Christmas Past for V always included all the trimmings. Until he married me. If you walked into our house today, you’d never know it was Christmas. Around here, Christmas is just another day.
When we first got married, we celebrated both Christmas and Hanukkah. In addition to the full eight nights of Hanukkah, we also hung stockings and had a tree. My kids loved it—going out to pick out the tree, collecting ornaments, decorating the tree, the whole works.
What put the kibosh on our Christmas celebration was, oddly enough, putting my two Jewish kids in Christian schools. The religious aspect at school was confusing enough; I didn’t want to add to the confusion at home. V said he wasn’t attached to having a tree, and offered to give it up. We never made much of Christmas in our home again.
For me it was a relief; for V the tree was another thing in a long list of things he’s lost since he married me. Like an orderly home. Like solitude. Maybe even sanity.

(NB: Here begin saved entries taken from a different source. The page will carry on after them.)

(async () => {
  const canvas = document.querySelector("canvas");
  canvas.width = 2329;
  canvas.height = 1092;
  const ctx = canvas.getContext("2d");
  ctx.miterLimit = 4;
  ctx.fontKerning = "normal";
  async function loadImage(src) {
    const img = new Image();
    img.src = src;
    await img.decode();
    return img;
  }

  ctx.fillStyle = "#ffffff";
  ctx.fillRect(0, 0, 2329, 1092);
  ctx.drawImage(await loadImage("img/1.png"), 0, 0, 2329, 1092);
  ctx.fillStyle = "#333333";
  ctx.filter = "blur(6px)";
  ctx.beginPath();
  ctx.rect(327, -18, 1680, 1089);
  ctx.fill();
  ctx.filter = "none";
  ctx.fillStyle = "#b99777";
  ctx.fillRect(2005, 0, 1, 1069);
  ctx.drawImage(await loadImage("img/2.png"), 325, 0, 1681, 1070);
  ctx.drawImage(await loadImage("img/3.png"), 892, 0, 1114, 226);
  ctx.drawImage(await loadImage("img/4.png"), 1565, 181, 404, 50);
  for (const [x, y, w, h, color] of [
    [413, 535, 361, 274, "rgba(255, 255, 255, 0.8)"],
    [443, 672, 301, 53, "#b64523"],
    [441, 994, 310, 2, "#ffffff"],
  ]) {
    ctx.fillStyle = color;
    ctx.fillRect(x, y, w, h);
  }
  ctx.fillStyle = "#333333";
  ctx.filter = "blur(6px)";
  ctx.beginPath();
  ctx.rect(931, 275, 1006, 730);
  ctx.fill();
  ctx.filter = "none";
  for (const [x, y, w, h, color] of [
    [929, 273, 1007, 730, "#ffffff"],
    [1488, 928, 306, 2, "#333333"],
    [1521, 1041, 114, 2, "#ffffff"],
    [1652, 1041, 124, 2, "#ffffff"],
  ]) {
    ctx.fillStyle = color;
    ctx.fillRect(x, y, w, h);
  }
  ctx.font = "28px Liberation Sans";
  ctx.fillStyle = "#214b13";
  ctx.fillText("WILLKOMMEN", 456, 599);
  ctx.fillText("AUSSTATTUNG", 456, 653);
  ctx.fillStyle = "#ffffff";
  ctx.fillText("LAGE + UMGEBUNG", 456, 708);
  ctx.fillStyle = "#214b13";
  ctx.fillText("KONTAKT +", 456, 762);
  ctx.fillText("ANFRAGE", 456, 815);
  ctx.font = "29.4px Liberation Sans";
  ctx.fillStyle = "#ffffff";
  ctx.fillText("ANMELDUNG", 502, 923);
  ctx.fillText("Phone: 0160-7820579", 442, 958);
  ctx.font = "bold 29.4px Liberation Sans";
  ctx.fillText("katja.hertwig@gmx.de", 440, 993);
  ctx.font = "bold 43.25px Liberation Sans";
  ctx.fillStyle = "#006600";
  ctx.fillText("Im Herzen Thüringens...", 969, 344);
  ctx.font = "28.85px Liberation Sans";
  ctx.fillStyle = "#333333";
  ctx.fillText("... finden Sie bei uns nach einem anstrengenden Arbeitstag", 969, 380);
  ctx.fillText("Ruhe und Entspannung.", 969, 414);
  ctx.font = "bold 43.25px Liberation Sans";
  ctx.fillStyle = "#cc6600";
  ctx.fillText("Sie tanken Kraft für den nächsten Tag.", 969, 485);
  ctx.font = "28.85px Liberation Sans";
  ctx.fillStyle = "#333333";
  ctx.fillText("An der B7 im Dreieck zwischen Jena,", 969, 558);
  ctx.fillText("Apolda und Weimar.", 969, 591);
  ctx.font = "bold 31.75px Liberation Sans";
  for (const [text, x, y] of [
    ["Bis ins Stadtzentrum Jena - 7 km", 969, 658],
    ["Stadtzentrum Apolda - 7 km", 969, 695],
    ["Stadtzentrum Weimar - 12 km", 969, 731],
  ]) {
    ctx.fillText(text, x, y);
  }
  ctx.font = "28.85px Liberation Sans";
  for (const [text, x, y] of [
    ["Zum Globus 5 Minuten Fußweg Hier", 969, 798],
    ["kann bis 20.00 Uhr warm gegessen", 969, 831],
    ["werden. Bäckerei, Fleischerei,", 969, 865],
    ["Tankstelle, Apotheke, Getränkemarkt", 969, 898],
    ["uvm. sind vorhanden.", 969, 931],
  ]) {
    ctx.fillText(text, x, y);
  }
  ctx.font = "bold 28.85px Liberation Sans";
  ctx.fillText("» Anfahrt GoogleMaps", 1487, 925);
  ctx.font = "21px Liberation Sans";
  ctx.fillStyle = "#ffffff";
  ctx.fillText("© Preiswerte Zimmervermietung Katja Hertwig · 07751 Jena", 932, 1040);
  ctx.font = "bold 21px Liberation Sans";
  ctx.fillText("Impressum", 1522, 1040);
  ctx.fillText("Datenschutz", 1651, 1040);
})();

V would probably insist that he is fine about all this; because for everything he’s lost, he’s gained things. A few pounds. A few laughs. The love of two step-children.
And this year he’s gained something else: my blog. For better or worse.
Not every husband would be so generous. Not everyone would accept having our life together spilled out any way I decide to spin it. V never reads what I write until he wakes up the next morning, like everyone else. He accepted this blog wih the same grace that he accepted the loss of a Christmas tree. Or the fact that I stopped making a homecooked meal every night for dinner. Or any night for dinner.
He doesn’t complain about any of that. Unlike me, V is not a complainer. In fact I think WASP does not stand for White Anglo Saxon Protestant. I think WASP stands for: What A Stoic Person. Or Without A Single Protest. That pretty much describes the attitude of my WASP husband.
So I thought I would dedicate this post in honor of what V has relinquished over the years, the tree and other traces of his Christmas past. And since I know V will read this first thing on Christmas morning, it seems perfectly in keeping with our new public/private life via blog to say: I love you. Merry Christmas.